For research, a frame of the population is to be constructed which will enable the researcher to draw the sample, e.g., names from the census records or telephone directory, etc., for conducting a study on a sample that is drawn from the frame. A telephone directory is a frame, from which names are drawn to get the sample.
Sampling design helps in obtaining a sample from the frame. It is the procedure or technique for obtaining those sampling units from which inferences can be made. The sampling design has to be prepared well in advance before undertaking any research.
Statistic(s) and Parameter(s): A statistic is the characteristic of the sample whereas the parameter is the characteristic of the population. Sampling analysis involves estimating the parameter from the statistic.

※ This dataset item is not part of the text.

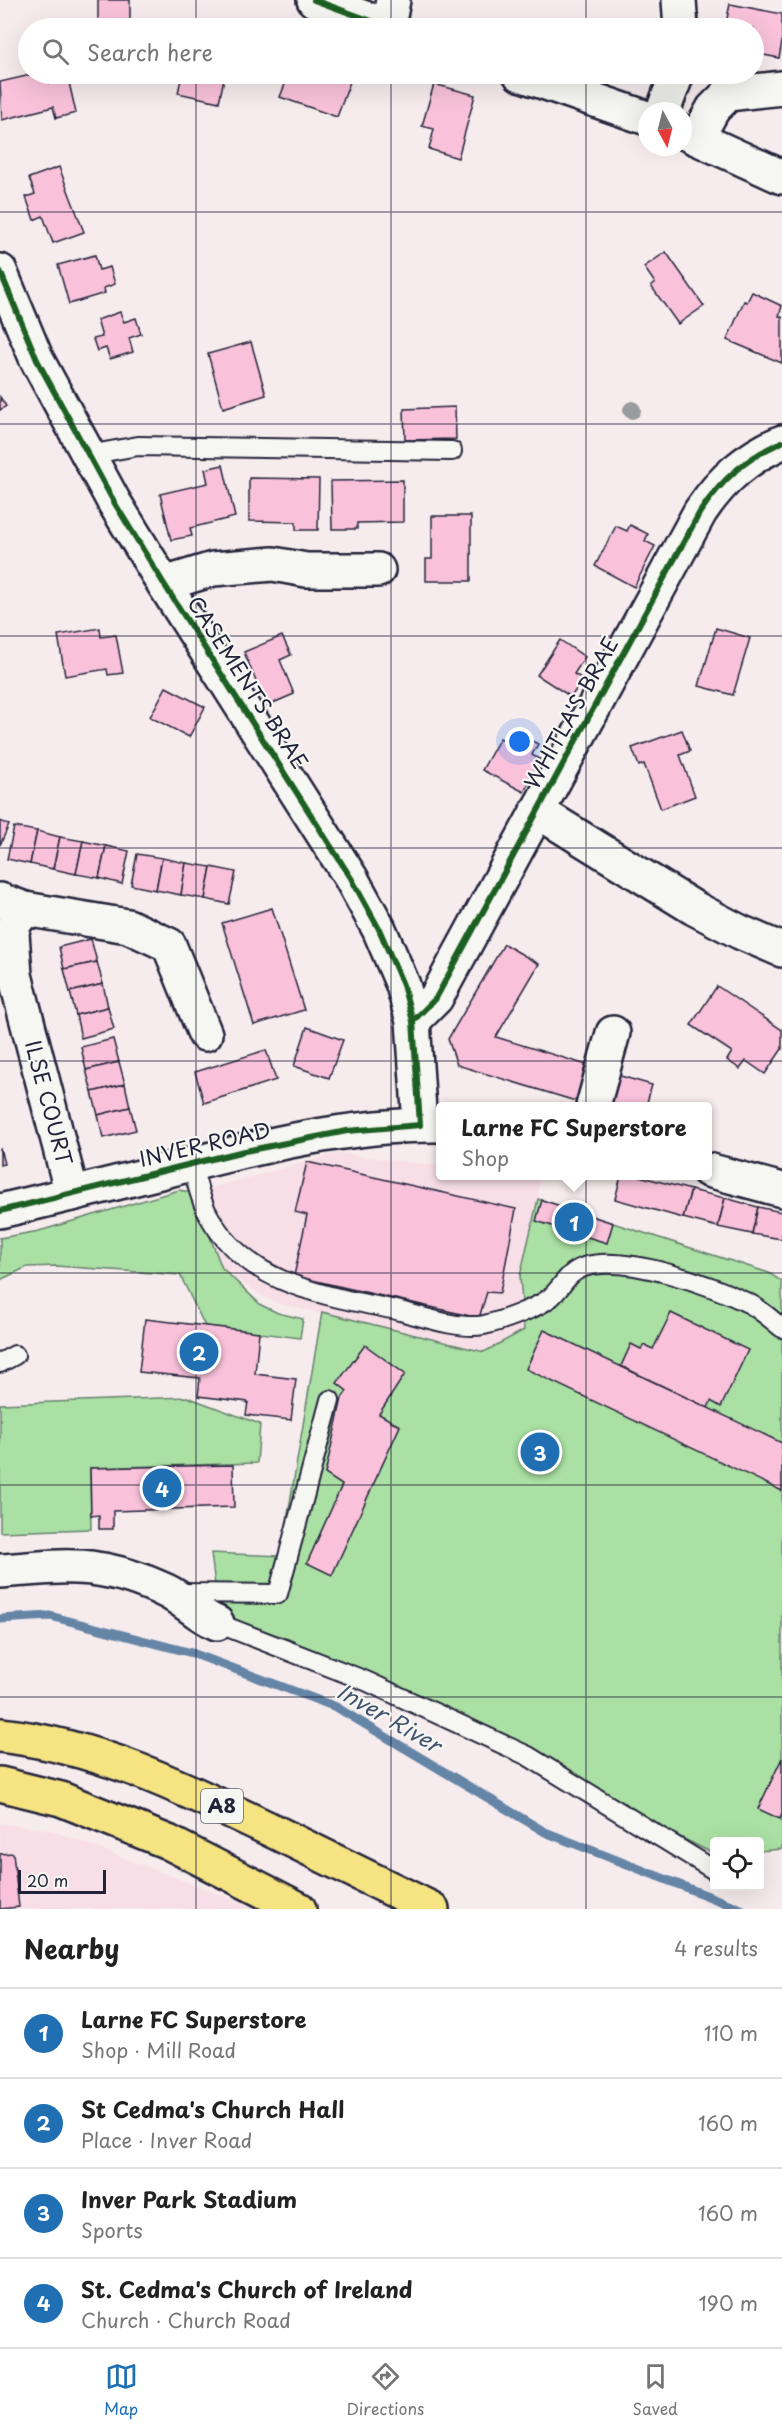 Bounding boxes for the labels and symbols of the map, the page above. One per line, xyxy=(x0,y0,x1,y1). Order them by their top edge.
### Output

This refers to any inaccuracy which is spotted in the information collected because only a small portion of the population is included in the study. The sampling errors are also known as error variances. These arise out of sampling and are usually random variations in the sample estimates around the true population values.
For example, say, from a population of 30,000, a random of 300 people is chosen for a given study. The observed data are arranged in a frequency distribution,e.g., fertility rate. This type of distribution is called sample distribution.
If the fertility rates of all the 30,000 people of the population are obtained and arranged in a frequency distribution, it is known as population distribution. Since the forms and parameters are not ordinarily known, an estimate of these two characteristics of population is made from the sample distribution. So, if the sample distribution is normal, one can assume that the population distribution is also normal.